Kernel Panic

by runningondreams



Category: Mass Effect: Andromeda
Genre: Insomnia, M/M, Pre-Relationship, Recovery, early morning conversations, relationship-building
Language: English
Status: Completed
Published: 2017-06-01
Updated: 2017-06-01
Packaged: 2018-11-07 12:39:39
Rating: General Audiences
Warnings: No Archive Warnings Apply
Chapters: 1
Words: 1,951
Publisher: archiveofourown.org
Story URL: https://archiveofourown.org/works/11059161
Author URL: https://archiveofourown.org/users/runningondreams/pseuds/runningondreams
Summary: Ryder can't sleep. Gil tries to help.(Contains spoilers for the Hunting the Archon questline.)





	Kernel Panic

**Author's Note:**

> A short, pre-romance, relationship-building fic for Gil and Ryder. Contains spoilers for the Hunting the Archon questline. Many thanks to @dipsykoo, @laireshi and @morphia-writes for alpha reading and beta help. This fic was originally posted [to my tumblr here](http://imaginaryelle.tumblr.com/post/161298005615/fic-kernel-panic).
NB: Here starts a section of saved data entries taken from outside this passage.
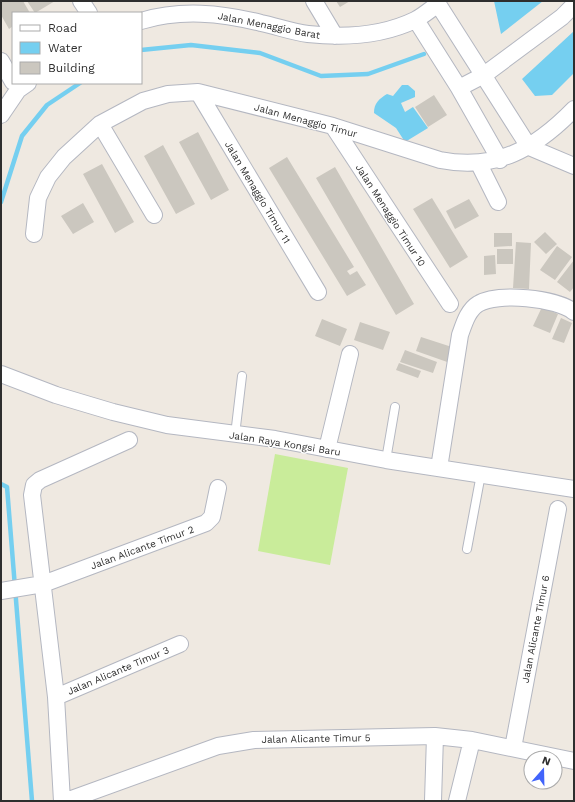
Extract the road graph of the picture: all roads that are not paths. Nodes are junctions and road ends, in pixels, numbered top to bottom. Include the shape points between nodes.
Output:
1 (81, 1) edge
2 (314, 1) edge
3 (437, 3) edge
4 (574, 5) edge
5 (196, 6) edge
6 (88, 12) edge
7 (416, 20) junction
8 (142, 21) edge
9 (335, 36) junction
10 (1, 61) edge
11 (484, 75) junction
12 (12, 77) edge
13 (18, 85) edge
14 (459, 88) junction
15 (198, 92) junction
16 (574, 109) edge
17 (1, 115) edge
18 (100, 124) junction
19 (333, 126) junction
20 (529, 147) junction
21 (500, 160) junction
22 (479, 164) junction
23 (574, 166) edge
24 (498, 202) dead end
25 (154, 215) dead end
26 (34, 234) dead end
27 (318, 292) dead end
28 (450, 304) dead end
29 (574, 312) edge
30 (350, 354) dead end
31 (1, 374) edge
32 (242, 376) dead end
33 (395, 407) dead end
34 (235, 435) junction
35 (128, 441) dead end
36 (327, 449) junction
37 (386, 460) junction
38 (439, 468) junction
39 (481, 474) junction
40 (218, 488) dead end
41 (574, 489) edge
42 (558, 509) dead end
43 (467, 549) dead end
44 (39, 584) junction
45 (1, 591) edge
46 (180, 644) dead end
47 (56, 696) junction
48 (435, 736) junction
49 (472, 740) junction
50 (513, 748) junction
51 (574, 761) edge
52 (62, 801) edge
53 (66, 801) edge
54 (433, 801) edge
55 (457, 801) edge

1 - 6 street
2 - 9 street
3 - 7 street, Jalan Menaggio Barat
3 - 11 street
4 - 11 street via 562,17
5 - 8 street, Jalan Menaggio Barat
5 - 9 street, Jalan Menaggio Barat via 307,34
7 - 9 street, Jalan Menaggio Barat via 375,34
7 - 14 street
10 - 12 street
11 - 14 street
11 - 20 street
13 - 17 street
14 - 21 street
15 - 18 street, Jalan Menaggio Timur via 168,94 143,100
15 - 19 street, Jalan Menaggio Timur
15 - 27 street, Jalan Menaggio Timur 11
16 - 20 street, Jalan Menaggio Timur via 556,128
18 - 25 street
18 - 26 street, Jalan Menaggio Timur via 64,157 48,176 38,198
19 - 22 street, Jalan Menaggio Timur via 440,160 457,164
19 - 28 street, Jalan Menaggio Timur 10
20 - 21 street, Jalan Menaggio Timur
20 - 23 street
21 - 22 street, Jalan Menaggio Timur
22 - 24 street
29 - 38 street via 559,303 521,298 485,300 474,306 460,335
30 - 36 street
31 - 34 street, Jalan Raya Kongsi Baru via 56,395 113,412 167,425
32 - 34 lane
33 - 37 lane
34 - 36 street, Jalan Raya Kongsi Baru via 275,439
35 - 44 street via 34,485 32,495
36 - 37 street, Jalan Raya Kongsi Baru
37 - 38 street, Jalan Raya Kongsi Baru
38 - 39 street, Jalan Raya Kongsi Baru
39 - 41 street, Jalan Raya Kongsi Baru
39 - 43 lane
40 - 44 street, Jalan Alicante Timur 2 via 212,517 206,523
42 - 50 street, Jalan Alicante Timur 6
44 - 45 street, Jalan Alicante Timur 2
44 - 47 street
46 - 47 street, Jalan Alicante Timur 3
47 - 52 street
48 - 49 street, Jalan Alicante Timur 5
48 - 53 street, Jalan Alicante Timur 5 via 236,742 218,746
48 - 54 street
49 - 50 street, Jalan Alicante Timur 5
49 - 55 street
50 - 51 street, Jalan Alicante Timur 5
When Gil slips out of the bunkroom and turns toward the galley he’s momentarily stymied by the appearance of the pathfinder lying on the upper walkway. His legs and bare feet are hanging down just a smidge too close to head-kicking height for comfort.

Gil almost reaches out, almost traces along the flow of ankle to toes, but stops halfway through the motion. There’s a line there, and in his waking hours he’s not sure he’s welcome on the other side yet. Most days it’s a line he can’t even _see_ , Ryder keeps himself so bottled up. Gil rubs his eyes instead, wondering if maybe his head isn’t quite clear of heavy dreams, but Ryder’s still there, prone on the glass in loose pants and a hoodie with his arms spread wide, staring up at the ceiling and doing some sort of meditative...thing with his fingers, like he’s counting them off with this thumbs, over and over.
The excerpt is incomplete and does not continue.